2004-11-28 Thread Steve Sobol
David Brodbeck wrote:
make sure in writing before you sign anything that your ip(s) will 
never be listed by the ISP as res/dynamic/dialup ip. If they do they 
may be in breach of contract (and you would need a lawyer for 
resolution.) 
I doubt any ISP would agree to a contract term like that, because they 
don't have any control over what the blacklist maintainers do.  Some of 
the blacklists deliberately list whole blocks of IP addresses that 
happen to be on the same backbone provider as a spammer, to 
intentionally cause collateral damage.  There's little an invididual ISP 
can do about that.
They can start by using proper rDNS. There's an awful lot of rDNS that looks 
like dynamic rDNS that contains statically-assigned addresses.
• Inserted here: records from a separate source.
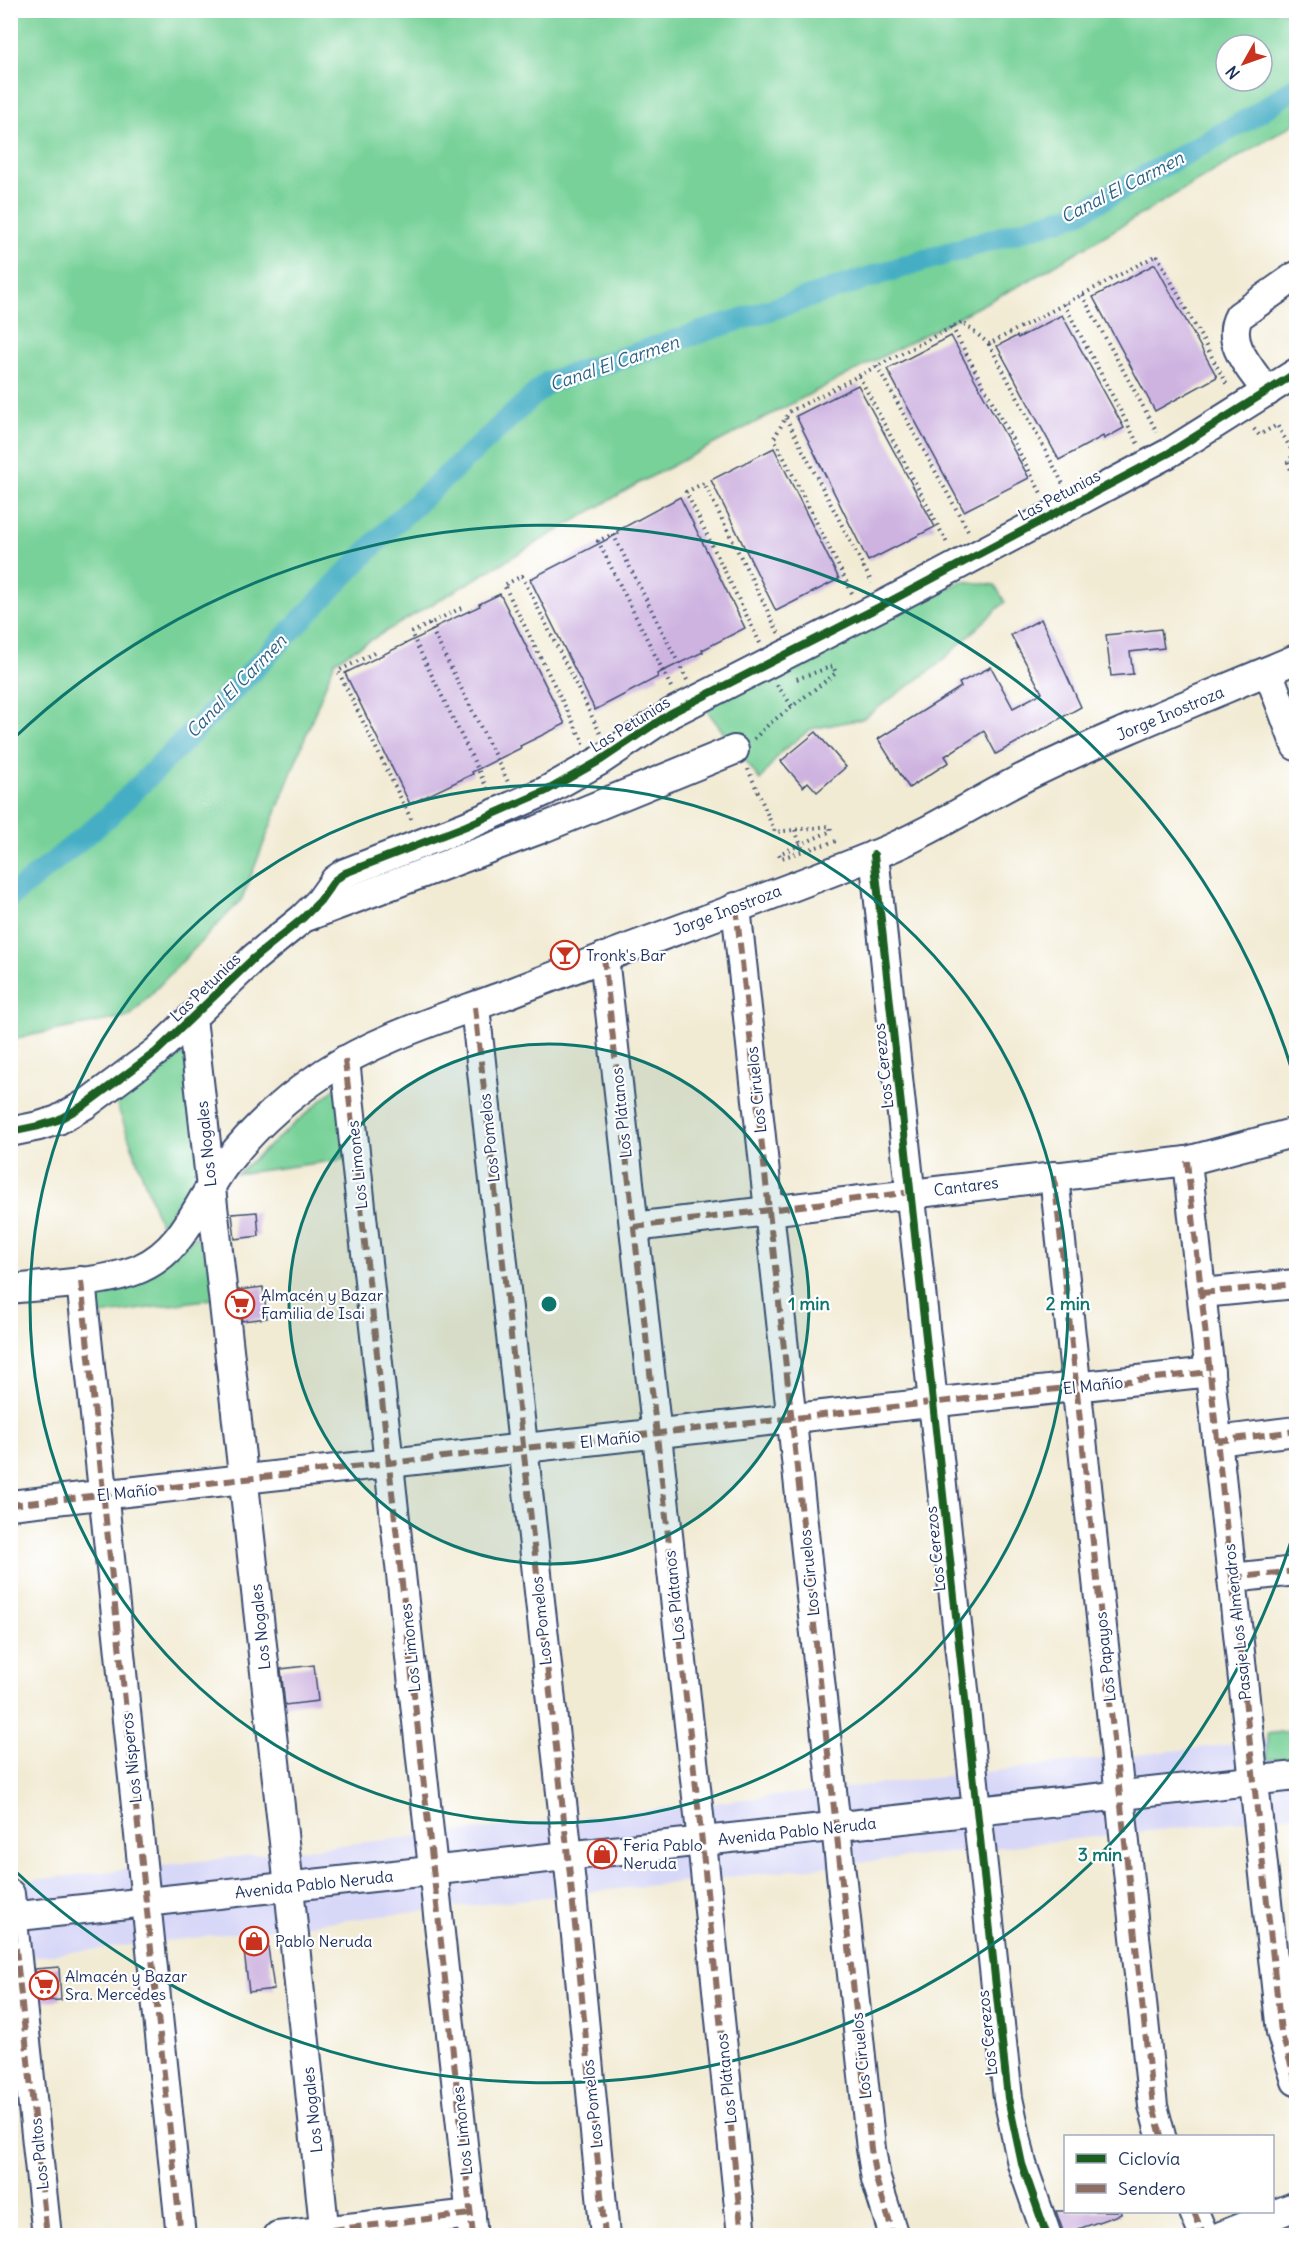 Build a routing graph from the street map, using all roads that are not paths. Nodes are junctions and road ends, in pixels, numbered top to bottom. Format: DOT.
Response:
graph roads {
  1 [pos="1296,276"];
  2 [pos="1296,373"];
  3 [pos="1267,392"];
  4 [pos="1296,659"];
  5 [pos="1268,672"];
  6 [pos="1296,746"];
  7 [pos="742,753"];
  8 [pos="862,859"];
  9 [pos="736,907"];
  10 [pos="303,918"];
  11 [pos="604,957"];
  12 [pos="475,1007"];
  13 [pos="192,1018"];
  14 [pos="345,1060"];
  15 [pos="10,1131"];
  16 [pos="1296,1132"];
  17 [pos="1187,1161"];
  18 [pos="1054,1176"];
  19 [pos="211,1185"];
  20 [pos="910,1192"];
  21 [pos="769,1210"];
  22 [pos="634,1227"];
  23 [pos="81,1281"];
  24 [pos="1296,1284"];
  25 [pos="10,1289"];
  26 [pos="1202,1293"];
  27 [pos="1210,1372"];
  28 [pos="1077,1387"];
  29 [pos="933,1403"];
  30 [pos="792,1418"];
  31 [pos="1296,1431"];
  32 [pos="656,1434"];
  33 [pos="1217,1441"];
  34 [pos="522,1448"];
  35 [pos="390,1463"];
  36 [pos="243,1479"];
  37 [pos="103,1495"];
  38 [pos="10,1505"];
  39 [pos="1296,1571"];
  40 [pos="1232,1578"];
  41 [pos="1296,1776"];
  42 [pos="1254,1781"];
  43 [pos="1120,1796"];
  44 [pos="977,1811"];
  45 [pos="837,1827"];
  46 [pos="702,1842"];
  47 [pos="567,1856"];
  48 [pos="434,1871"];
  49 [pos="289,1887"];
  50 [pos="146,1902"];
  51 [pos="11,1909"];
  52 [pos="1296,2081"];
  53 [pos="1161,2135"];
  54 [pos="1296,2206"];
  55 [pos="1195,2213"];
  56 [pos="472,2225"];
  57 [pos="325,2233"];
  58 [pos="47,2235"];
  59 [pos="181,2235"];
  60 [pos="278,2235"];
  61 [pos="605,2235"];
  62 [pos="742,2235"];
  63 [pos="894,2235"];
  64 [pos="1047,2235"];
  65 [pos="1204,2235"];
  66 [pos="1221,2235"];
  1 -- 3 [label="street"];
  2 -- 3 [label="street, Las Petunias"];
  3 -- 10 [label="street, Las Petunias"];
  4 -- 5 [label="street, Jorge Inostroza"];
  5 -- 6 [label="street"];
  5 -- 8 [label="street, Jorge Inostroza"];
  7 -- 10 [label="street"];
  8 -- 9 [label="street, Jorge Inostroza"];
  8 -- 20 [label="street, Los Cerezos"];
  9 -- 11 [label="street, Jorge Inostroza"];
  9 -- 21 [label="street, Los Ciruelos"];
  10 -- 13 [label="street, Las Petunias"];
  11 -- 12 [label="street, Jorge Inostroza"];
  11 -- 22 [label="street, Los Plátanos"];
  12 -- 14 [label="street, Jorge Inostroza"];
  12 -- 34 [label="street, Los Pomelos"];
  13 -- 15 [label="street, Las Petunias"];
  13 -- 19 [label="street, Los Nogales"];
  14 -- 19 [label="street, Jorge Inostroza"];
  14 -- 35 [label="street, Los Limones"];
  16 -- 17 [label="street, Cantares"];
  17 -- 18 [label="street, Cantares"];
  17 -- 26 [label="street, Pasaje Los Almendros"];
  18 -- 20 [label="street, Cantares"];
  18 -- 28 [label="street, Los Papayos"];
  19 -- 23 [label="street, Jorge Inostroza"];
  19 -- 36 [label="street, Los Nogales"];
  20 -- 21 [label="street, Cantares"];
  20 -- 29 [label="street, Los Cerezos"];
  21 -- 22 [label="street, Cantares"];
  21 -- 30 [label="street, Los Ciruelos"];
  22 -- 32 [label="street, Los Plátanos"];
  23 -- 25 [label="street, Jorge Inostroza"];
  23 -- 37 [label="street, Los Nísperos"];
  24 -- 26 [label="street"];
  26 -- 27 [label="street, Pasaje Los Almendros"];
  27 -- 28 [label="street, El Mañío"];
  27 -- 33 [label="street, Pasaje Los Almendros"];
  28 -- 29 [label="street, El Mañío"];
  28 -- 43 [label="street, Los Papayos"];
  29 -- 30 [label="street, El Mañío"];
  29 -- 44 [label="street, Los Cerezos"];
  30 -- 32 [label="street, El Mañío"];
  30 -- 45 [label="street, Los Ciruelos"];
  31 -- 33 [label="street"];
  32 -- 34 [label="street, El Mañío"];
  32 -- 46 [label="street, Los Plátanos"];
  33 -- 40 [label="street, Pasaje Los Almendros"];
  34 -- 35 [label="street, El Mañío"];
  34 -- 47 [label="street, Los Pomelos"];
  35 -- 36 [label="street, El Mañío"];
  35 -- 48 [label="street, Los Limones"];
  36 -- 37 [label="street, El Mañío"];
  36 -- 49 [label="street, Los Nogales"];
  37 -- 38 [label="street, El Mañío"];
  37 -- 50 [label="street, Los Nísperos"];
  39 -- 40 [label="street"];
  40 -- 42 [label="street, Pasaje Los Almendros"];
  41 -- 42 [label="street, Avenida Pablo Neruda"];
  42 -- 43 [label="street, Avenida Pablo Neruda"];
  42 -- 52 [label="street, Pasaje Los Almendros"];
  43 -- 44 [label="street, Avenida Pablo Neruda"];
  43 -- 53 [label="street, Los Papayos"];
  44 -- 45 [label="street, Avenida Pablo Neruda"];
  44 -- 64 [label="street, Los Cerezos"];
  45 -- 46 [label="street, Avenida Pablo Neruda"];
  45 -- 63 [label="street, Los Ciruelos"];
  46 -- 47 [label="street, Avenida Pablo Neruda"];
  46 -- 62 [label="street, Los Plátanos"];
  47 -- 48 [label="street, Avenida Pablo Neruda"];
  47 -- 61 [label="street, Los Pomelos"];
  48 -- 49 [label="street, Avenida Pablo Neruda"];
  48 -- 56 [label="street, Los Limones"];
  49 -- 50 [label="street, Avenida Pablo Neruda"];
  49 -- 57 [label="street, Los Nogales"];
  50 -- 51 [label="street, Avenida Pablo Neruda"];
  50 -- 59 [label="street, Los Nísperos"];
  51 -- 58 [label="street, Los Paltos"];
  54 -- 66 [label="street"];
  55 -- 65 [label="street"];
  56 -- 57 [label="street"];
  57 -- 60 [label="street"];
}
The corollary to 
that is hey, stupid, don't throw your static customers and servers into blocks
that are mostly dynamic. Which, believe it or not, some ISPs do. Try to get a 
separate allocation or sane rDNS from SBC** on a DSL line... Good luck. They do 
it on T-1 and other leased lines but apparently not on DSL.

You are correct to a certain extent, and there are lists like the Mail Abuse 
Prevention System DUL (Dialup User List) where the ISPs are asked to VOLUNTEER 
their lists of dynamic netblocks (although that wouldn't help in the example 
given above), but I believe most of the dynamic lists are based on trawling 
rDNS (out of necessity more than anything else).

Best,
  Steve
**SBC is the USA's largest telephone company.
--
JustThe.net Internet  New Media Services, http://JustThe.net/
Steven J. Sobol, Geek In Charge / 888.480.4NET (4638) / [EMAIL PROTECTED]
PGP Key available from your friendly local key server (0xE3AE35ED)
Apple Valley, California Nothing scares me anymore. I have three kids.